[Stored items]
>>>
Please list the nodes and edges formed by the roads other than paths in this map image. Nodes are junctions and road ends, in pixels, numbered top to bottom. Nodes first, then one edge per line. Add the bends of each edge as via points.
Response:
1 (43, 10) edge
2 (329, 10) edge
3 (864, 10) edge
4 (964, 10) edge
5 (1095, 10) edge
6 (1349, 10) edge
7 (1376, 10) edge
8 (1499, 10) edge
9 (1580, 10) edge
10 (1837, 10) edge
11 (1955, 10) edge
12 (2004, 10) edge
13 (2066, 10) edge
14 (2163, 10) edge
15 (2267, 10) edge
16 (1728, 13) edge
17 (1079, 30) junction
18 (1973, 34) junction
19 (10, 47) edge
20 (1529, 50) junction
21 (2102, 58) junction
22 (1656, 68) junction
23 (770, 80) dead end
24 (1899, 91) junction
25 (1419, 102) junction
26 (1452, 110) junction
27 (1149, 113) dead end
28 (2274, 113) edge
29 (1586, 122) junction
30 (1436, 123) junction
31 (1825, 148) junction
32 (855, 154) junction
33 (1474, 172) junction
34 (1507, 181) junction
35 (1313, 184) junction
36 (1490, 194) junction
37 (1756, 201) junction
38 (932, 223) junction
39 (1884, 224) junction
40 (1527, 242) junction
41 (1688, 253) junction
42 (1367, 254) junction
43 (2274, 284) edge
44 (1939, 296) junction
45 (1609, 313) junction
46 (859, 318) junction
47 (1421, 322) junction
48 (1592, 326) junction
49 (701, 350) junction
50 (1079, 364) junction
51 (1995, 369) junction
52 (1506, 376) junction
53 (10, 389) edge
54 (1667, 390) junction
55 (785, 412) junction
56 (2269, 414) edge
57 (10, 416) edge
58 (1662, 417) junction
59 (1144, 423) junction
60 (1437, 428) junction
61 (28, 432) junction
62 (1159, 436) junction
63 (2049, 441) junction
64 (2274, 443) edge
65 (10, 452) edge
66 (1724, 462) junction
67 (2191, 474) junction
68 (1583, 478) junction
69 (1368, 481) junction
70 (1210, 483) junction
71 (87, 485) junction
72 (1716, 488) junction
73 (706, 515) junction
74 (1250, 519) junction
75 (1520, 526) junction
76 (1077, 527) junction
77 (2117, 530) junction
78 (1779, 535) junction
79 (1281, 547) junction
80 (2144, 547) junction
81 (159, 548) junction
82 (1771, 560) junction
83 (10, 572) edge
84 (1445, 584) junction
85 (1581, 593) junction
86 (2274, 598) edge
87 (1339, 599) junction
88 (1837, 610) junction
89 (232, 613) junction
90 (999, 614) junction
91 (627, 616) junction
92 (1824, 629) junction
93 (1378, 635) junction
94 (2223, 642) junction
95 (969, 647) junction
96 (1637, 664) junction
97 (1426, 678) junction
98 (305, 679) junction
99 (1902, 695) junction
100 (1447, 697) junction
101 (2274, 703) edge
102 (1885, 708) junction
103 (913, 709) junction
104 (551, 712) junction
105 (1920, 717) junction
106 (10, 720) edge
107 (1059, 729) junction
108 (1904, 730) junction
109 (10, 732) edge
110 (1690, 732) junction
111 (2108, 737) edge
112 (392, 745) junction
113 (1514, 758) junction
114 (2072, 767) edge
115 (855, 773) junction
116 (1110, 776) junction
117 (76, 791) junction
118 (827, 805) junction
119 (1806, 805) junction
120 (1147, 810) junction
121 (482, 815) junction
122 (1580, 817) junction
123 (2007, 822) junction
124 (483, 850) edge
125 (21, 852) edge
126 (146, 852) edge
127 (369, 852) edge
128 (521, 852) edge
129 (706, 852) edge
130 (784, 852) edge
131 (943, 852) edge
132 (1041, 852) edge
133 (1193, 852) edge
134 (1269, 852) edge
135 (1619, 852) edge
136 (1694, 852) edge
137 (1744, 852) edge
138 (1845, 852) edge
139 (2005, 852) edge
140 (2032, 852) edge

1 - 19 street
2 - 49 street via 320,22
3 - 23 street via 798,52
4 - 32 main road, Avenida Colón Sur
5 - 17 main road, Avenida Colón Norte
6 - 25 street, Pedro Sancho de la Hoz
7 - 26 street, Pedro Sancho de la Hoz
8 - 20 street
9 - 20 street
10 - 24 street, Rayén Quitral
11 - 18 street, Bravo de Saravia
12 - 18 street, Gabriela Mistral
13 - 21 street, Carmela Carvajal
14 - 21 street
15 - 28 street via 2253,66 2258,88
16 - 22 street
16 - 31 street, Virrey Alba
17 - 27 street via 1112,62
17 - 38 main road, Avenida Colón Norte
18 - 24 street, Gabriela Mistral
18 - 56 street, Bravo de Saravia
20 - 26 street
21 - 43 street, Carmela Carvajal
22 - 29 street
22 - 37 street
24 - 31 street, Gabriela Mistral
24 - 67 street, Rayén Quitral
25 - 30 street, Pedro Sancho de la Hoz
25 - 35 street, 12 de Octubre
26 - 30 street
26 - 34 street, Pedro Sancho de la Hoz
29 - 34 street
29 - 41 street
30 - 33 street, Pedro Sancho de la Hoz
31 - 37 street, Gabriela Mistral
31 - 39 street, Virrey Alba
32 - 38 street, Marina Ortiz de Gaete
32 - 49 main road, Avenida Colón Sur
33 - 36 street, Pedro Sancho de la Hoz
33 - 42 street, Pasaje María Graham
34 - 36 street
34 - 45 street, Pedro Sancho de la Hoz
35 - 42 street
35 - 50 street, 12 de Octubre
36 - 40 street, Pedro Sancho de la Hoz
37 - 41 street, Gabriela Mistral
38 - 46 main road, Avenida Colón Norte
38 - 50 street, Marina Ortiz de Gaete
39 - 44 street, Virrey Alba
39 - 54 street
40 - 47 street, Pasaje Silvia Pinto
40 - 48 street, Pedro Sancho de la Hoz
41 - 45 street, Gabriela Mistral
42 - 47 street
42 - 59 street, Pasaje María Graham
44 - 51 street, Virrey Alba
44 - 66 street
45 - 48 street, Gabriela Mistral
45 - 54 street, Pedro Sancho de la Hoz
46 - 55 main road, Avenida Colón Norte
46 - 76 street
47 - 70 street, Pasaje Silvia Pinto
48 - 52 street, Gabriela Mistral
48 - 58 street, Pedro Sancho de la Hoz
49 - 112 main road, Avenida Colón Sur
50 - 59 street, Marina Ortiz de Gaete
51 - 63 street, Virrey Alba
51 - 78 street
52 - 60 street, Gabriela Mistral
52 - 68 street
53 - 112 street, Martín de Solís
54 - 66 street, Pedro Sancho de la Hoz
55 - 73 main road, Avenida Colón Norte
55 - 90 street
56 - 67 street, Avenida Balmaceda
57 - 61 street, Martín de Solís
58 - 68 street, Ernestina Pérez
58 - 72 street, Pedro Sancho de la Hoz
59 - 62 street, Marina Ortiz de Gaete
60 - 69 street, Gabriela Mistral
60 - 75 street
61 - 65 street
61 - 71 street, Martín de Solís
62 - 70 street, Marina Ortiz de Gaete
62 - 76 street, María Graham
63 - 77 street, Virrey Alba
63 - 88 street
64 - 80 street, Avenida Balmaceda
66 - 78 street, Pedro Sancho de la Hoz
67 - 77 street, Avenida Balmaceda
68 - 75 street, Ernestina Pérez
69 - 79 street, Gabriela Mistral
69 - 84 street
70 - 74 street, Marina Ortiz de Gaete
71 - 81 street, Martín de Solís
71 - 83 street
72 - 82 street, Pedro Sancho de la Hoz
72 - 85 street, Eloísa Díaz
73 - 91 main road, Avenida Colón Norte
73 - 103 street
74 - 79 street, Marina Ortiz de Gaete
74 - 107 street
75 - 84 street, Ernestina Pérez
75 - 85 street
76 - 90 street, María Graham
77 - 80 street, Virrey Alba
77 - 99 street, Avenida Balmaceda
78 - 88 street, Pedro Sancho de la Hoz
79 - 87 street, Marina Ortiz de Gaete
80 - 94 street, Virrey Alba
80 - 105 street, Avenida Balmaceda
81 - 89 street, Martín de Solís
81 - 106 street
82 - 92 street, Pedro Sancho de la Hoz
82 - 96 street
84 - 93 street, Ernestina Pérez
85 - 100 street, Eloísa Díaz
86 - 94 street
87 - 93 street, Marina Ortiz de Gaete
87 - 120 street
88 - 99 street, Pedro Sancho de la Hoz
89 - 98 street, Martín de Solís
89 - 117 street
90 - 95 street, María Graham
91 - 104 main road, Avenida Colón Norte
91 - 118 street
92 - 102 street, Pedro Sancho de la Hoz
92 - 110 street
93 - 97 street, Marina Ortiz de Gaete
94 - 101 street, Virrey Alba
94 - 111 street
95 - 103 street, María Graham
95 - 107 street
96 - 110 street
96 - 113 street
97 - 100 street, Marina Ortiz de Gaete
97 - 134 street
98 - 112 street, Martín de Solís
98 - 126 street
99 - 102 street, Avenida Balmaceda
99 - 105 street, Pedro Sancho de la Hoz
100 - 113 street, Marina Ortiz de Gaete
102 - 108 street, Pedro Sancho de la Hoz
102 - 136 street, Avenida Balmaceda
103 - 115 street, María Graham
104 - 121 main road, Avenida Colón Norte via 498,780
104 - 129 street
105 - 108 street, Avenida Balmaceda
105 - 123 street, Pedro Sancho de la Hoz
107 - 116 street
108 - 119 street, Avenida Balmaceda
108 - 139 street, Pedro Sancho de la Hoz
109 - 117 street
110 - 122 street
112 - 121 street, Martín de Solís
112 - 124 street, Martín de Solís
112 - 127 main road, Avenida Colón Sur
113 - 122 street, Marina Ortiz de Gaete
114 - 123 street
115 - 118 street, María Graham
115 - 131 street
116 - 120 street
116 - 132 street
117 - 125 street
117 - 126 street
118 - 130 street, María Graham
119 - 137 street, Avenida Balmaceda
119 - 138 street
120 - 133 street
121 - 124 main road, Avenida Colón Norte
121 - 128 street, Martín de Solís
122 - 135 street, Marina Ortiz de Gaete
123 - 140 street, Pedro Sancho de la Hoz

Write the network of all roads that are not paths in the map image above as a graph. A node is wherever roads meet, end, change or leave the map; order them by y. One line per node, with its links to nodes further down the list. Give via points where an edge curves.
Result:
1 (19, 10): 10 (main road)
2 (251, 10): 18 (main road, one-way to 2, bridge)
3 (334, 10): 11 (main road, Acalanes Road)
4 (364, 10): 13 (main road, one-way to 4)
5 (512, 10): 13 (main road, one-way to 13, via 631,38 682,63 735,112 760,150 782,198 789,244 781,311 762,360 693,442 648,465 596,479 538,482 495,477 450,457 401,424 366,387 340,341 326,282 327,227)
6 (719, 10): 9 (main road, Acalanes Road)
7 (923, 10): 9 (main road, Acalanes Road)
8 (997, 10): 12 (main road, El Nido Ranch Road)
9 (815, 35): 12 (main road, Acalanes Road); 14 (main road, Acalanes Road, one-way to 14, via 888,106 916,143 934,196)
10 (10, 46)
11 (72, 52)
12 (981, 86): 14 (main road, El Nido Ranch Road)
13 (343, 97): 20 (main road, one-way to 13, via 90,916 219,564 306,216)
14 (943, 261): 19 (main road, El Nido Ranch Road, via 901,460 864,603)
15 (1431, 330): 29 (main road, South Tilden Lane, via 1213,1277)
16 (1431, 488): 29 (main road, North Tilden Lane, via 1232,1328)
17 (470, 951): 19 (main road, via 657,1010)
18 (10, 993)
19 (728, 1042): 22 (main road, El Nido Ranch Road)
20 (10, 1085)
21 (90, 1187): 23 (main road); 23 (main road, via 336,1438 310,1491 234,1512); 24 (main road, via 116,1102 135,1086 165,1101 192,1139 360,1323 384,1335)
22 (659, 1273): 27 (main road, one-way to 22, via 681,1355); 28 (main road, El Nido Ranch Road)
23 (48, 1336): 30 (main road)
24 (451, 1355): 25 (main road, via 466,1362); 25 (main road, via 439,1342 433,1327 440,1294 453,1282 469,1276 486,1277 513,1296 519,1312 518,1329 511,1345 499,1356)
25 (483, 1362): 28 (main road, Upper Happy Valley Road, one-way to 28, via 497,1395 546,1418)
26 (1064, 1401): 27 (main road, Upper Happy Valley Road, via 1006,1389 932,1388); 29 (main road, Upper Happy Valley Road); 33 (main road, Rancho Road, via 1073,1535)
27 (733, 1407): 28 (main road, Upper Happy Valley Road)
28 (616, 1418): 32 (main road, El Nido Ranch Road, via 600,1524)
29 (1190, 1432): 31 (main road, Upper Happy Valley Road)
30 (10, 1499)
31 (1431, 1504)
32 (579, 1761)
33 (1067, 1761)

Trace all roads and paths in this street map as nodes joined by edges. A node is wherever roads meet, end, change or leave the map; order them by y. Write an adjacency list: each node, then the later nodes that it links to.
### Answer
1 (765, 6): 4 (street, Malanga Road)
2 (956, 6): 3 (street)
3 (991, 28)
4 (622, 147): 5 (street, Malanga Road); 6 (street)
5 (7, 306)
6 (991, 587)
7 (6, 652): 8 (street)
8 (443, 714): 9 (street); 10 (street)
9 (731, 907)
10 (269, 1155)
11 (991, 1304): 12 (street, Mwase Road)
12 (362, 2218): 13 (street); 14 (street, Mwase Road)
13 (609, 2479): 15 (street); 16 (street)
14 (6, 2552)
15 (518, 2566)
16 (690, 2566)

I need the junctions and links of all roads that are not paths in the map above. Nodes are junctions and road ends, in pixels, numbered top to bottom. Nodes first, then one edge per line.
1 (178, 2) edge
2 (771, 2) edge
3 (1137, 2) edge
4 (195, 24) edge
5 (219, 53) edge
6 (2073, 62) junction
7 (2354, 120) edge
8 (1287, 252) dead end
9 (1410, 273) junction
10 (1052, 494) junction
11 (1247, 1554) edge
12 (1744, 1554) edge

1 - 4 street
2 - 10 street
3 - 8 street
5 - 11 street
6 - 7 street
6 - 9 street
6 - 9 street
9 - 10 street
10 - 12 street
<<<
WHAT THE EXERCISE ASKS: Show all lines from the data that contain "Octubre".

THE COMPLETED TASK:
25 - 35 street, 12 de Octubre
35 - 50 street, 12 de Octubre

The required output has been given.